Now you have learned many Kubernetes recourses, in this exercise, you will deploy the following resources using the kubectl command.

  • a namespace

    • name: demo
    • label: tier: test

  • a deployment:

    • image: nginx:alpine
    • name: nginx-apline
    • namespace: demo
    • replicas: 3
    • labels: app: nginx, tag: alpine

  • a service:

    • expose the above deployment on port 8111
    • namespace: demo

  • a configmap:

    • name: nginx-version
    • containing key-value pair: version=alpine
    • namespace: demo

Solution

This is practical test but it can summarized with a shell script.
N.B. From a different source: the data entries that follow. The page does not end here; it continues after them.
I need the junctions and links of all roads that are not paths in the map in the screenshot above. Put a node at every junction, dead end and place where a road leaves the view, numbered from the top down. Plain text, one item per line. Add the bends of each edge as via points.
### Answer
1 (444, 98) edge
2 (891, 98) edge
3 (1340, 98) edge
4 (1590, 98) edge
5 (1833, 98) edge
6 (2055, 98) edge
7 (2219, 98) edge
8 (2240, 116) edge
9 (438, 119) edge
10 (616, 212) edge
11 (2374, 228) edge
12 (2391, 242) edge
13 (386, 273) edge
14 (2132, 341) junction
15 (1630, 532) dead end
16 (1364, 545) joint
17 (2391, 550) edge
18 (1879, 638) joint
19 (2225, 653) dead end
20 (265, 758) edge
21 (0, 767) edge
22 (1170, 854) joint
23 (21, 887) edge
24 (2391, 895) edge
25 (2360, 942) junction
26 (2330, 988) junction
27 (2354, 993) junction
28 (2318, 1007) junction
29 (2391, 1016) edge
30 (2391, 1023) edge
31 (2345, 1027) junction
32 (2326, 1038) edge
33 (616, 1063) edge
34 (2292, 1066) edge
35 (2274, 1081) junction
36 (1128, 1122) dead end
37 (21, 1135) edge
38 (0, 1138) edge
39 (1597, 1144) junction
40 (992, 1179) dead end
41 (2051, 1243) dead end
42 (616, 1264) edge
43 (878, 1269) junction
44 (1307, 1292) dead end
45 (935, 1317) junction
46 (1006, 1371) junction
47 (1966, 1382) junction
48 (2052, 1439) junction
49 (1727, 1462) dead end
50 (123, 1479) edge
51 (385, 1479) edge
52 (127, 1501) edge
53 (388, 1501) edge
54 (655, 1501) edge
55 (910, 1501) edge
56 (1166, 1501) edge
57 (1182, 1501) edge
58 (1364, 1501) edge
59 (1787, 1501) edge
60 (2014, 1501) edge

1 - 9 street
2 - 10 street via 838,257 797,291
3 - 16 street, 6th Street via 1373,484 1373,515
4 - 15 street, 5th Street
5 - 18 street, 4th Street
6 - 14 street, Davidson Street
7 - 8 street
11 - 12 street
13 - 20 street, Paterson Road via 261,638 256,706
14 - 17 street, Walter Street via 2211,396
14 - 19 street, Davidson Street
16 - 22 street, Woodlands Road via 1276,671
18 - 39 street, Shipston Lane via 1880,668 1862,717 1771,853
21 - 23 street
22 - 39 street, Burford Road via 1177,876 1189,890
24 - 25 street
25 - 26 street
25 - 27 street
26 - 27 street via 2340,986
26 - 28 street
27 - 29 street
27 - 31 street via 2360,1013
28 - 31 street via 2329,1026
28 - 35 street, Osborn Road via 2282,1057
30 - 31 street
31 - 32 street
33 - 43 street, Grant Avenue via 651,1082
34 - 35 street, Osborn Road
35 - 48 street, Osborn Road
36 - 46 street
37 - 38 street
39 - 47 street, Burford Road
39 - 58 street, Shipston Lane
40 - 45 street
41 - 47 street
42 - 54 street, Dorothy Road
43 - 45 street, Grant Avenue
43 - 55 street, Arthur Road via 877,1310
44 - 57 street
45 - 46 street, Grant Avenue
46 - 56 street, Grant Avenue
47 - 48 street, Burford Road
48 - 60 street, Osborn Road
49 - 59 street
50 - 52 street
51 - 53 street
# Create the namespace with the specified label.
kubectl create namespaces demo
kubectl label namespaces demo tier=test

# Create the specified deployment.
kubectl create deployment nginx-alpine --image=nginx:alpine --replicas=3 --namespace=demo
kubectl label deployment nginx-alpine app=nginx tag=alpine --namespace=demo

# Expose the deployment as a service.
kubectl expose deployment nginx-alpine --namespace=demo --port=8111

# Create the config map.
kubectl create configmaps nginx-version --namespace=demo --from-literal=version=alpine

Declarative Kubernetes manifests

Kubernetes is widely known for its imperative and declarative management techniques. In the previous exercise, you have deployed the following resources using the imperative approach. Now deploy them using the declarative approach.

  • a namespace

    • name: demo
    • label: tier: test

  • a deployment:

    • image: nginx:alpine
    • name:nginx-apline
    • namespace: demo
    • replicas: 3
    • labels: app: nginx, tag: alpine

  • a service:

    • expose the above deployment on port 8111
    • namespace: demo

  • a configmap:

    • name: nginx-version
    • containing key-value pair: version=alpine
    • namespace: demo

Solution

Since they ask for 4 resources, we need 4 manifests. We'll create four YAML manifests for this exercise.

The following manifests are created with the option to print the resources in YAML format with some modifications.

Here's one for the namespace. The command used to make the template is kubectl create namespace demo --dry-run=client --output=yaml.

apiVersion: v1
kind: Namespace
metadata:
  creationTimestamp: null
  name: demo
  labels:
    tier: test
spec: {}
status: {}

The manifest for the deployment. The command used to create the starting template is kubectl create deployment nginx-alpine --namespace=demo --replicas=3 --image=nginx:alpine --dry-run=client --output=yaml.

apiVersion: apps/v1
kind: Deployment
metadata:
  creationTimestamp: null
  labels:
    app: nginx
    tag: alpine
  name: nginx-alpine
  namespace: demo
spec:
  replicas: 3
  selector:
    matchLabels:
      app: nginx-alpine
  strategy: {}
  template:
    metadata:
      creationTimestamp: null
      labels:
        app: nginx-alpine
    spec:
      containers:
      - image: nginx:alpine
        name: nginx
        resources: {}
status: {}

The service manifest should be created after the deployment manifest is applied (i.e., kubectl apply -f deployment.yaml). It is created with kubectl expose deploy nginx-alpine --port=8111 --dry-run=client --output=yaml --namespace=demo.

apiVersion: v1
kind: Service
metadata:
  creationTimestamp: null
  labels:
    app: nginx
    tag: alpine
  name: nginx-alpine
  namespace: demo
spec:
  ports:
  - port: 8111
    protocol: TCP
    targetPort: 8111
  selector:
    app: nginx-alpine
status:
  loadBalancer: {}

The resulting YAML output is from running the command (i.e., kubectl create configmap nginx-version --from-literal=version=alpine --dry-run=client --output=yaml --namespace=demo). No cleaning up is required.

apiVersion: v1
data:
  version: alpine
kind: ConfigMap
metadata:
  creationTimestamp: null
  name: nginx-version
  namespace: demo

Findings after solution

Aside from the mostly correct answers, I also found out kubectl get all -n demo to get all of the resources in the specified namespace. Pretty handy for inspecting application-specific resources.

1

I'm using the default installation from k3s for future references.